Dataset excerpts
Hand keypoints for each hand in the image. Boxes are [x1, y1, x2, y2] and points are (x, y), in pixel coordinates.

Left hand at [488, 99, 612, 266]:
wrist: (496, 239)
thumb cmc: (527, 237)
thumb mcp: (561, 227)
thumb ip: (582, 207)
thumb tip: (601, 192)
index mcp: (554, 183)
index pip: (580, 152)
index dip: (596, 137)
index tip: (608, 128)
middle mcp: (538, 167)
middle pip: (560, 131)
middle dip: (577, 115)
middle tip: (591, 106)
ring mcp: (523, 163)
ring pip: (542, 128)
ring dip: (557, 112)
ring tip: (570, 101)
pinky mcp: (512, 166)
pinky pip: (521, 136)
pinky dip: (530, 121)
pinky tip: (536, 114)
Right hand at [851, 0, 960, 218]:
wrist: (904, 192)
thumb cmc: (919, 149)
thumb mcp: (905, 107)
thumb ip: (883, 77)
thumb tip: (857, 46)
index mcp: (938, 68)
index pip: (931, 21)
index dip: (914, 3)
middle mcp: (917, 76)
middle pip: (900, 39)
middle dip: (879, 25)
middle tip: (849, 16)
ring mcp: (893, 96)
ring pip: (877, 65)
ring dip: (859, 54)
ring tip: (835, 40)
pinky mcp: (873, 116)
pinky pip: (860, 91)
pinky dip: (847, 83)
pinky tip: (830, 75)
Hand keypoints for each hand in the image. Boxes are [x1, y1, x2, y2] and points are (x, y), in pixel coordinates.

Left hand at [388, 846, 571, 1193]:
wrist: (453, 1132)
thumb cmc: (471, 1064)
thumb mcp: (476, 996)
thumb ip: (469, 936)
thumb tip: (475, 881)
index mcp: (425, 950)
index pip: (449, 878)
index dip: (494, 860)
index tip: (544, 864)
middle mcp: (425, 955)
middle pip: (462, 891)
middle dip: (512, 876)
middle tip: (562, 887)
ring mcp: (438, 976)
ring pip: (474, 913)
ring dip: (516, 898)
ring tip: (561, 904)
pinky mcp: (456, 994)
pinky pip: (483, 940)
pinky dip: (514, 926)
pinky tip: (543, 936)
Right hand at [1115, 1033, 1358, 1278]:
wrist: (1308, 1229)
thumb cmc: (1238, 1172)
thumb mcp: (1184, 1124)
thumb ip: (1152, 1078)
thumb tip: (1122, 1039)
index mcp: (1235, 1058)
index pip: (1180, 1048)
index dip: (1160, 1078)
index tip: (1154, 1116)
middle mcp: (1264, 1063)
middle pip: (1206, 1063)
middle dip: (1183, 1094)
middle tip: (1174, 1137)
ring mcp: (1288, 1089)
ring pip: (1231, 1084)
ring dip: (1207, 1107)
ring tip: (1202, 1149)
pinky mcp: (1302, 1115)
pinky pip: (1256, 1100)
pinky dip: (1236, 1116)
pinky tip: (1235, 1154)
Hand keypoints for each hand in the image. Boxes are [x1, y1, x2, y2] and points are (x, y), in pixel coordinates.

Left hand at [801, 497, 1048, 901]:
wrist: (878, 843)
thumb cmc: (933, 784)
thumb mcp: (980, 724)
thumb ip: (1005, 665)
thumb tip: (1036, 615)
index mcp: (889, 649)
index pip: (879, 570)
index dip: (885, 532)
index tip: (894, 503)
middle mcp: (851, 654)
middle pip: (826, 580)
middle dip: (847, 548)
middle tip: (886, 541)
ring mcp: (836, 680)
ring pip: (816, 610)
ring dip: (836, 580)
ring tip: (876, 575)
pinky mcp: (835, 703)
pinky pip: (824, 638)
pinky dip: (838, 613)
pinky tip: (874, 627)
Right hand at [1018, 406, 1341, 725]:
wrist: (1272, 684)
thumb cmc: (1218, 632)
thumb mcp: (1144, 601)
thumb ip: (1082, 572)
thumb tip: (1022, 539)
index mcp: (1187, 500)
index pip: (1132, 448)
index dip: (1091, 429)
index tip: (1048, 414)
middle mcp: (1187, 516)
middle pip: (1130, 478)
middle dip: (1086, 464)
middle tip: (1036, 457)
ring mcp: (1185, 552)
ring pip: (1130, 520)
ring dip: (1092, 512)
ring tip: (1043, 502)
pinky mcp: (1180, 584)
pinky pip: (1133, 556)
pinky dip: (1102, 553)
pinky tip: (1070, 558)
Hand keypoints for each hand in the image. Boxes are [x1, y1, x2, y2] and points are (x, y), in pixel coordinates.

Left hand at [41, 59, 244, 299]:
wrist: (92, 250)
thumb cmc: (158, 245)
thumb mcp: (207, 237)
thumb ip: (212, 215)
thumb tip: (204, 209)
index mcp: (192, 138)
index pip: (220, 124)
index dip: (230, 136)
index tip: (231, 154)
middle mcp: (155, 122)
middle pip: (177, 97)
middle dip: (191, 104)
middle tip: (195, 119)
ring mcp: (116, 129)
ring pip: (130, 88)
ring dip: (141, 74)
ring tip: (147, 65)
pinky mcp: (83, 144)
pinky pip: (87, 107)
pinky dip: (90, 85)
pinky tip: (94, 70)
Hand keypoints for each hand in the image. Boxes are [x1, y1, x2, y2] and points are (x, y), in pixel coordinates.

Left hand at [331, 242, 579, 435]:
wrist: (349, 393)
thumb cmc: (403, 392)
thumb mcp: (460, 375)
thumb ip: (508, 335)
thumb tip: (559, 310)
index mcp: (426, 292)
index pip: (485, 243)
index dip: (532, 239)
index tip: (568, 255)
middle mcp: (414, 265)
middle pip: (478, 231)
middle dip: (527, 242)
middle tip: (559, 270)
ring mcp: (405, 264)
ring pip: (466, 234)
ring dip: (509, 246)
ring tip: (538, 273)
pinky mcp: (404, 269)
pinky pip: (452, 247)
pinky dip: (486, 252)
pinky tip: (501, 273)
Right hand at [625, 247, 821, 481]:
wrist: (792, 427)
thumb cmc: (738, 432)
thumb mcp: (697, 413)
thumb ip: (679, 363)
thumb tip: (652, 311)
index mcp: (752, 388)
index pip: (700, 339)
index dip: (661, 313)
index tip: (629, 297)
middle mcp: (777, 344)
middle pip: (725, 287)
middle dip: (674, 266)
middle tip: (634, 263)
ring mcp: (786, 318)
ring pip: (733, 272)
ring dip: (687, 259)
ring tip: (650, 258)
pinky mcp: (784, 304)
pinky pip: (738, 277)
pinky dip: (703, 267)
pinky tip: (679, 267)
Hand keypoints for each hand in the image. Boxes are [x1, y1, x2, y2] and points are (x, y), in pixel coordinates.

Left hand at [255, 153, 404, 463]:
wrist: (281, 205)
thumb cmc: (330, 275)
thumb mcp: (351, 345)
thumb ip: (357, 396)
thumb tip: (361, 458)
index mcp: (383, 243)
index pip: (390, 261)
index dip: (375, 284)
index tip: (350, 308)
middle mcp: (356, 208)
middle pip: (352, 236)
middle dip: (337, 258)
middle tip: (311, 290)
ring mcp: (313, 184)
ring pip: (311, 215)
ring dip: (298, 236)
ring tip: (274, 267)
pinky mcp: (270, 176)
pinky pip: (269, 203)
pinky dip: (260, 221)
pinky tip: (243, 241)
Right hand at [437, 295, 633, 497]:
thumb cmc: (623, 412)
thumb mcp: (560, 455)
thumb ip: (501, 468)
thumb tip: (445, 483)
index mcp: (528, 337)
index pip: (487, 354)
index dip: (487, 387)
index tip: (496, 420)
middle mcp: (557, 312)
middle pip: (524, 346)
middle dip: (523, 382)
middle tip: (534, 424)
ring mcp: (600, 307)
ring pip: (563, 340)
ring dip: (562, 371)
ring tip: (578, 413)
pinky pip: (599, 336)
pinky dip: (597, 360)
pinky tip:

TASK DESCRIPTION
A complete, exact transcription of the data above is the required answer.

ANSWER SECTION
Hand keypoints for each hand in the image. Boxes are [x1, y1, x2, y2] and points are (x, y), in pixel coordinates.

Left hand at [488, 99, 612, 266]:
wrist: (496, 239)
thumb cmc: (527, 237)
thumb mcp: (561, 227)
thumb ip: (582, 207)
thumb tip: (601, 192)
index mcp: (554, 183)
index pip: (580, 152)
index dip: (596, 137)
index tip: (608, 128)
middle mcp: (538, 167)
middle pip: (560, 131)
middle dip: (577, 115)
middle tip: (591, 106)
ring mcp: (523, 163)
ring pip: (542, 128)
ring dip: (557, 112)
ring tip: (570, 101)
pinky mcp: (512, 166)
pinky pip: (521, 136)
pinky dip: (530, 121)
pinky tip: (536, 114)
Right hand at [851, 0, 960, 218]:
wrist: (904, 192)
thumb cmc: (919, 149)
thumb mcp: (905, 107)
thumb ip: (883, 77)
thumb tip: (857, 46)
index mcp: (938, 68)
index pip: (931, 21)
index dip: (914, 3)
middle mcp: (917, 76)
middle pip: (900, 39)
middle dip: (879, 25)
middle tip: (849, 16)
ring mcp: (893, 96)
ring pip: (877, 65)
ring dip: (859, 54)
ring tip: (835, 40)
pinky mcp: (873, 116)
pinky pip: (860, 91)
pinky dip: (847, 83)
pinky tip: (830, 75)
Hand keypoints for each hand in the image. Boxes are [x1, y1, x2, y2] and points are (x, y), in pixel coordinates.

Left hand at [388, 846, 571, 1193]:
wrist: (453, 1132)
thumb cmc: (471, 1064)
thumb mcp: (476, 996)
thumb ip: (469, 936)
thumb tip: (475, 881)
index mcp: (425, 950)
index pip: (449, 878)
index dip: (494, 860)
index tip: (544, 864)
middle mcp: (425, 955)
middle pip: (462, 891)
middle dip: (512, 876)
middle tip: (562, 887)
ring mcp: (438, 976)
ring pip: (474, 913)
ring dip: (516, 898)
ring tip: (561, 904)
pinky mcp: (456, 994)
pinky pip: (483, 940)
pinky dip: (514, 926)
pinky tip: (543, 936)
Right hand at [1115, 1033, 1358, 1278]:
wrist: (1308, 1229)
thumb cmc: (1238, 1172)
thumb mcp: (1184, 1124)
thumb ip: (1152, 1078)
thumb tip: (1122, 1039)
index mcp: (1235, 1058)
index pip: (1180, 1048)
index dip: (1160, 1078)
index tip: (1154, 1116)
middle mcp: (1264, 1063)
middle pip: (1206, 1063)
middle dip: (1183, 1094)
middle tip: (1174, 1137)
ring mcp: (1288, 1089)
ring pip: (1231, 1084)
ring dip: (1207, 1107)
ring tip: (1202, 1149)
pinky mcp: (1302, 1115)
pinky pip: (1256, 1100)
pinky dip: (1236, 1116)
pinky tip: (1235, 1154)
Hand keypoints for each hand in the image. Boxes are [x1, y1, x2, y2] and points are (x, y), in pixel coordinates.

Left hand at [801, 497, 1048, 901]:
wrist: (878, 843)
thumb cmc: (933, 784)
thumb mcp: (980, 724)
thumb ip: (1005, 665)
thumb tip: (1036, 615)
index mcp: (889, 649)
index pip: (879, 570)
index dip: (885, 532)
index tip: (894, 503)
middle mcp: (851, 654)
middle pip: (826, 580)
middle dip: (847, 548)
middle tip: (886, 541)
ring mcp: (836, 680)
ring pip: (816, 610)
ring dip: (836, 580)
ring tip: (876, 575)
pinky mcp: (835, 703)
pinky pip: (824, 638)
pinky dip: (838, 613)
pinky tip: (874, 627)
Right hand at [1018, 406, 1341, 725]:
wrist: (1272, 684)
thumb cmc: (1218, 632)
thumb mcp: (1144, 601)
thumb ip: (1082, 572)
thumb tip: (1022, 539)
index mcp: (1187, 500)
index pip: (1132, 448)
index dip: (1091, 429)
index tip: (1048, 414)
middle mcp: (1187, 516)
middle pip: (1130, 478)
middle dip: (1086, 464)
middle tip: (1036, 457)
ring mcp: (1185, 552)
ring pip: (1130, 520)
ring dip: (1092, 512)
ring tip: (1043, 502)
pinky mcp: (1180, 584)
pinky pip: (1133, 556)
pinky dip: (1102, 553)
pinky tip: (1070, 558)
Hand keypoints for each hand in the image. Boxes are [x1, y1, x2, y2] and points are (x, y), in pixel coordinates.

Left hand at [41, 59, 244, 299]:
wrist: (92, 250)
thumb cmc: (158, 245)
thumb mcp: (207, 237)
thumb ip: (212, 215)
thumb tip: (204, 209)
index mcp: (192, 138)
index pip: (220, 124)
index dip: (230, 136)
index tip: (231, 154)
middle mcp: (155, 122)
middle pip: (177, 97)
middle dip: (191, 104)
middle tip: (195, 119)
ring mcp: (116, 129)
ring pip: (130, 88)
ring dip: (141, 74)
ring tip: (147, 65)
pinky mcp: (83, 144)
pinky pip: (87, 107)
pinky dip: (90, 85)
pinky tip: (94, 70)
Hand keypoints for each hand in the image. Boxes are [x1, y1, x2, y2] and points are (x, y), in pixel coordinates.

Left hand at [331, 242, 579, 435]:
wrist: (349, 393)
thumb cmc: (403, 392)
thumb mcp: (460, 375)
thumb ip: (508, 335)
thumb tip: (559, 310)
index mcp: (426, 292)
index pip: (485, 243)
index dip: (532, 239)
index tip: (568, 255)
middle mcp: (414, 265)
middle pip: (478, 231)
middle dip: (527, 242)
middle tip: (559, 270)
ring mcp: (405, 264)
ring pip: (466, 234)
ring dip: (509, 246)
ring tip: (538, 273)
pinky mcp: (404, 269)
pinky pip: (452, 247)
pinky dip: (486, 252)
pinky tip: (501, 273)
Right hand at [625, 247, 821, 481]:
wrist: (792, 427)
thumb cmc: (738, 432)
thumb mcp: (697, 413)
thumb ip: (679, 363)
thumb tip: (652, 311)
index mcp: (752, 388)
index pip: (700, 339)
index dip: (661, 313)
index tip: (629, 297)
middle mcp: (777, 344)
middle pip: (725, 287)
middle dip: (674, 266)
middle tip: (634, 263)
ring mcp: (786, 318)
ring pip: (733, 272)
ring dip: (687, 259)
ring tip: (650, 258)
pinky mcp: (784, 304)
pinky pip: (738, 277)
pinky dip: (703, 267)
pinky tip: (679, 267)
Hand keypoints for each hand in the image. Boxes are [x1, y1, x2, y2] and points are (x, y), in pixel coordinates.

Left hand at [255, 153, 404, 463]:
wrist: (281, 205)
thumb cmc: (330, 275)
thumb mcp: (351, 345)
thumb ip: (357, 396)
thumb tip: (361, 458)
index mcp: (383, 243)
index pip: (390, 261)
index dip: (375, 284)
index tip: (350, 308)
middle mcp: (356, 208)
middle pip: (352, 236)
middle dip: (337, 258)
middle tip: (311, 290)
ring mcp: (313, 184)
ring pip: (311, 215)
ring dip: (298, 236)
ring tip: (274, 267)
pinky mcp: (270, 176)
pinky pip: (269, 203)
pinky dip: (260, 221)
pinky tip: (243, 241)
Right hand at [437, 295, 633, 497]:
thumb cmc: (623, 412)
thumb mcp: (560, 455)
thumb ip: (501, 468)
thumb tip: (445, 483)
index mcp: (528, 337)
index pip: (487, 354)
index dip: (487, 387)
index tip: (496, 420)
middle mcp: (557, 312)
middle pip: (524, 346)
middle dip: (523, 382)
middle tip: (534, 424)
ring mcp: (600, 307)
ring pip: (563, 340)
ring dip: (562, 371)
ring tip: (578, 413)
pinky pip: (599, 336)
pinky dip: (597, 360)
pinky tip:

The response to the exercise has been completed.